> Stored data:
====

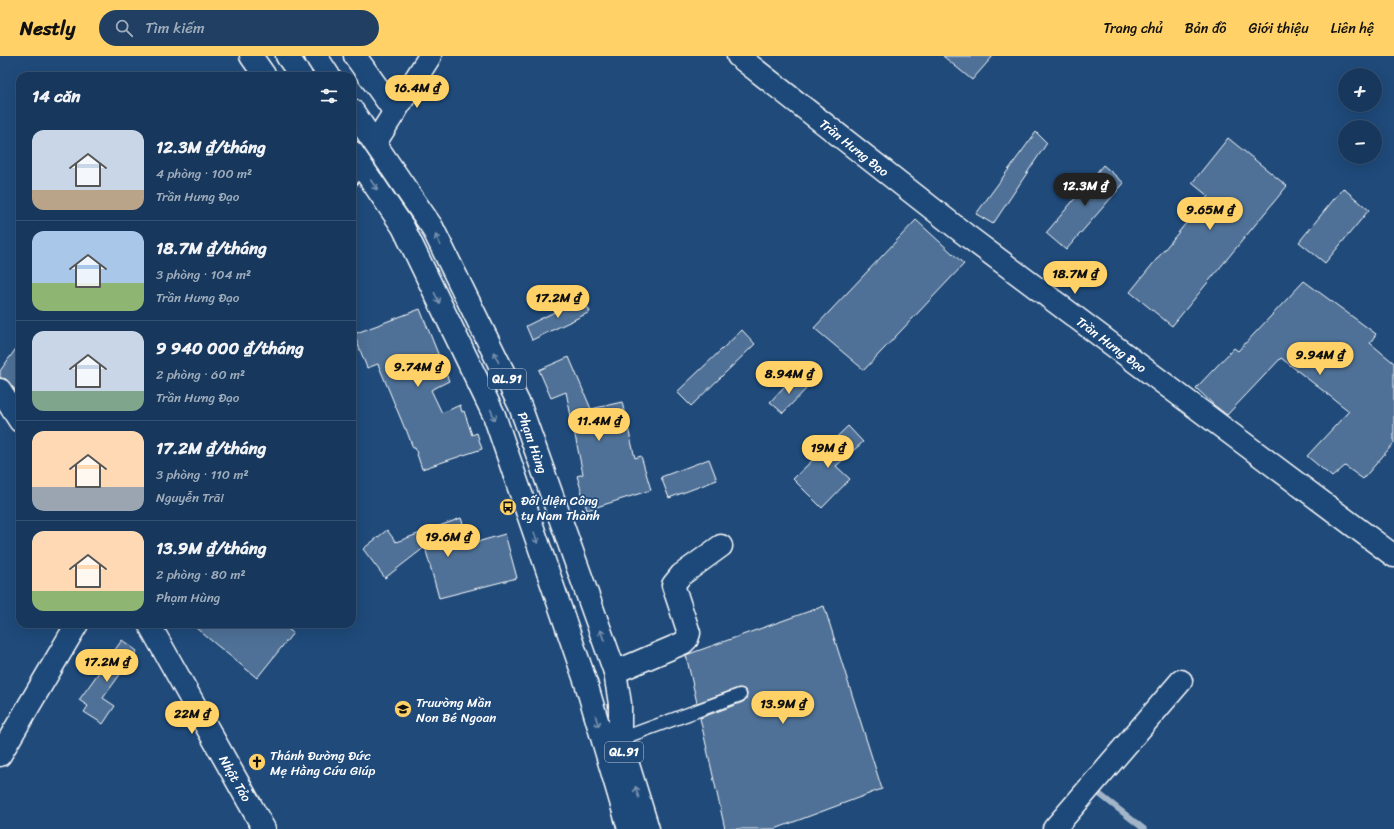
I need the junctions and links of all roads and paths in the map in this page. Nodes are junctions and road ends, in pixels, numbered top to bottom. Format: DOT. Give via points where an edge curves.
graph roads {
  1 [pos="251,56"];
  2 [pos="287,56"];
  3 [pos="316,56"];
  4 [pos="355,56"];
  5 [pos="430,56"];
  6 [pos="738,56"];
  7 [pos="262,72"];
  8 [pos="297,72"];
  9 [pos="327,72"];
  10 [pos="395,112"];
  11 [pos="356,116"];
  12 [pos="375,143"];
  13 [pos="356,167"];
  14 [pos="0,390"];
  15 [pos="16,415"];
  16 [pos="721,546"];
  17 [pos="1394,556"];
  18 [pos="75,628"];
  19 [pos="151,628"];
  20 [pos="615,672"];
  21 [pos="1181,681"];
  22 [pos="586,683"];
  23 [pos="740,695"];
  24 [pos="620,739"];
  25 [pos="0,755"];
  26 [pos="264,829"];
  27 [pos="629,829"];
  28 [pos="648,829"];
  29 [pos="1054,829"];
  1 -- 7 [label="main road"];
  2 -- 8 [label="main road"];
  3 -- 9 [label="main road"];
  4 -- 10 [label="main road"];
  5 -- 10 [label="main road"];
  6 -- 17 [label="main road, Trần Hưng Đạo" via="966,234"];
  10 -- 12 [label="main road"];
  11 -- 12 [label="main road, Phạm Hùng / QL.91"];
  20 -- 12 [label="main road, Phạm Hùng / QL.91, one-way" via="520,406 432,227"];
  13 -- 22 [label="main road, QL.91, one-way" via="402,226 494,415"];
  14 -- 15 [label="main road"];
  16 -- 20 [label="main road" via="681,575 673,585 689,633 687,639"];
  18 -- 25 [label="main road"];
  19 -- 26 [label="main road, Nhật Tảo"];
  20 -- 22 [label="main road"];
  20 -- 24 [label="main road, Phạm Hùng / QL.91" via="620,704"];
  21 -- 29 [label="main road"];
  22 -- 27 [label="main road, QL.91, one-way"];
  23 -- 24 [label="lane"];
  28 -- 24 [label="main road, Phạm Hùng / QL.91, one-way"];
}
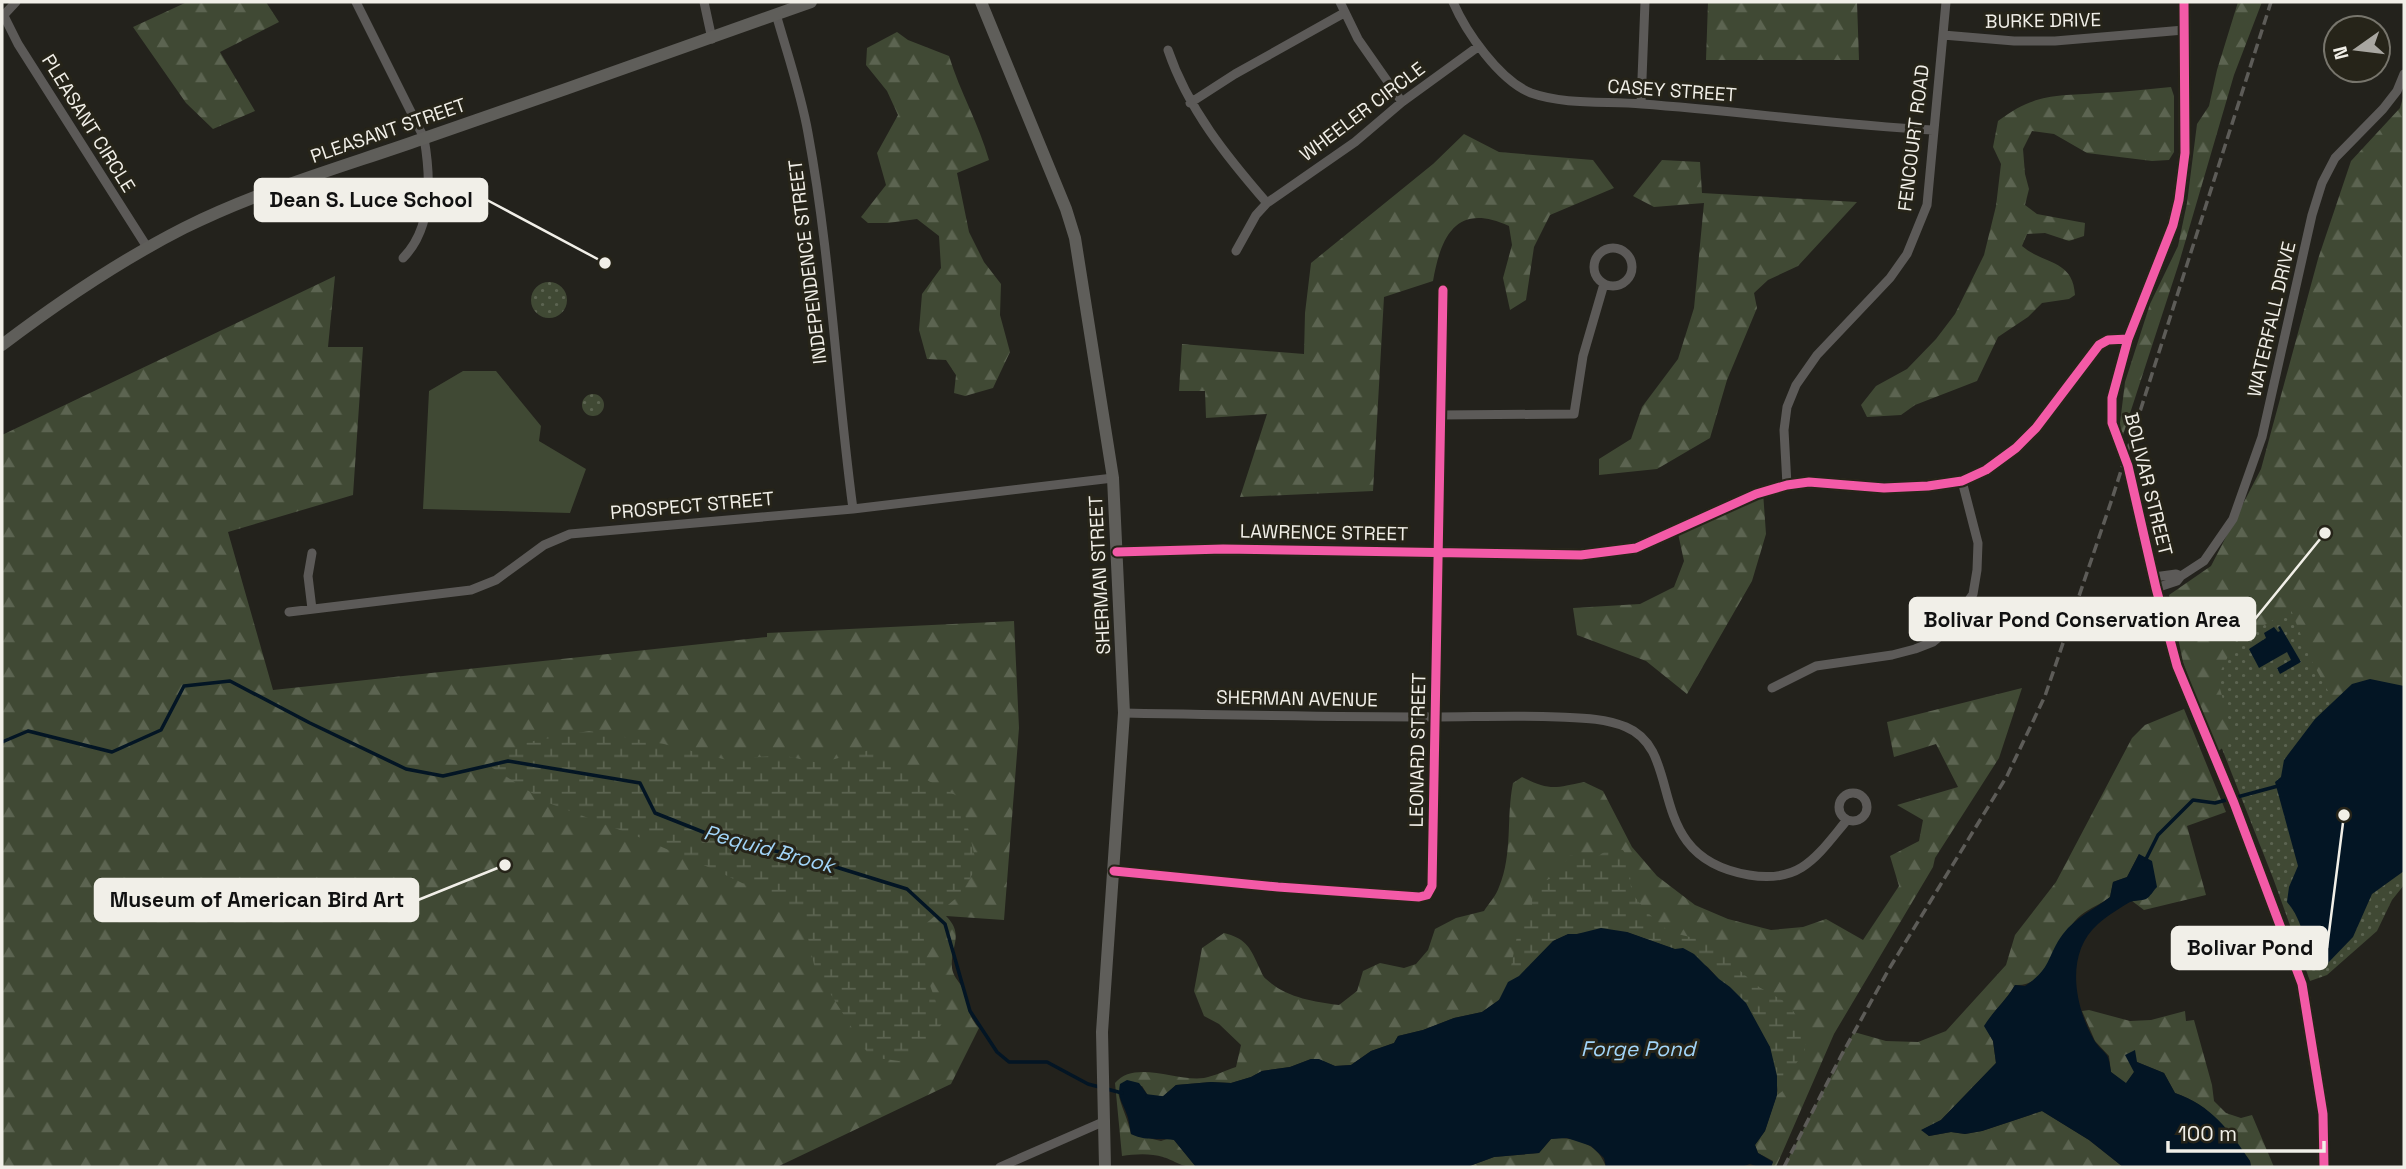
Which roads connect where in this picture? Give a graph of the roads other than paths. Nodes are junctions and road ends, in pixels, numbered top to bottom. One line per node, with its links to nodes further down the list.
1 (16, 2): 13 (street, PLEASANT CIRCLE)
2 (356, 2): 24 (street)
3 (704, 2): 16 (street)
4 (811, 2): 12 (street, PLEASANT STREET)
5 (981, 2): 34 (street, SHERMAN STREET)
6 (1340, 2): 11 (street)
7 (1453, 2): 17 (street, CASEY STREET)
8 (1645, 2): 22 (street)
9 (1946, 2): 15 (street, FENCOURT ROAD)
10 (2184, 2): 14 (street, BOLIVAR STREET)
11 (1344, 13): 20 (street); 21 (street)
12 (776, 14): 16 (street, PLEASANT STREET); 37 (street, INDEPENDENCE STREET)
13 (3, 16): 26 (street, PLEASANT CIRCLE)
14 (2184, 30): 15 (street, BURKE DRIVE); 31 (street, BOLIVAR STREET)
15 (1943, 35): 23 (street, FENCOURT ROAD)
16 (712, 39): 24 (street, PLEASANT STREET)
17 (1479, 46): 20 (street, WHEELER CIRCLE); 22 (street, CASEY STREET)
18 (1168, 50): 21 (street)
19 (2404, 74): 41 (street, WATERFALL DRIVE)
20 (1402, 102): 25 (street, WHEELER CIRCLE)
21 (1190, 103): 25 (street)
22 (1640, 104): 23 (street, CASEY STREET)
23 (1933, 130): 36 (street, FENCOURT ROAD)
24 (424, 138): 26 (street, PLEASANT STREET); 28 (street)
25 (1267, 203): 27 (street, WHEELER CIRCLE)
26 (147, 247): 32 (street, PLEASANT STREET)
27 (1236, 251)
28 (403, 258)
29 (1604, 284): 29 (street); 33 (street)
30 (1443, 290): 33 (street, LEONARD STREET)
31 (2128, 339): 35 (street, LAWRENCE STREET); 41 (street, BOLIVAR STREET)
32 (2, 345)
33 (1441, 415): 38 (street, LEONARD STREET)
34 (1113, 478): 37 (street, PROSPECT STREET); 40 (street, SHERMAN STREET)
35 (1962, 481): 36 (street, LAWRENCE STREET); 44 (street)
36 (1787, 485): 38 (street, LAWRENCE STREET)
37 (853, 509): 42 (street, PROSPECT STREET)
38 (1438, 551): 40 (street, LAWRENCE STREET); 46 (street, LEONARD STREET)
39 (312, 552): 42 (street)
40 (1117, 552): 45 (street, SHERMAN STREET)
41 (2155, 583): 52 (street, BOLIVAR STREET)
42 (312, 609): 43 (street, PROSPECT STREET)
43 (289, 612)
44 (1772, 688)
45 (1124, 713): 46 (street, SHERMAN AVENUE); 48 (street, SHERMAN STREET)
46 (1434, 717): 47 (street, SHERMAN AVENUE); 48 (street, LEONARD STREET)
47 (1847, 820)
48 (1114, 871): 49 (street, SHERMAN STREET)
49 (1105, 1121): 50 (street); 51 (street, SHERMAN STREET)
50 (1000, 1167)
51 (1105, 1167)
52 (2324, 1167)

====

Filter the data down to the lines that contain the string "bottom", and copy them.

> Written reply:
I need the junctions and links of all roads and paths in the map in this page. Nodes are junctions and road ends, in pixels, numbered top to bottom. Format: DOT. Give via points where an edge curves.
Which roads connect where in this picture? Give a graph of the roads other than paths. Nodes are junctions and road ends, in pixels, numbered top to bottom. One line per node, with its links to nodes further down the list.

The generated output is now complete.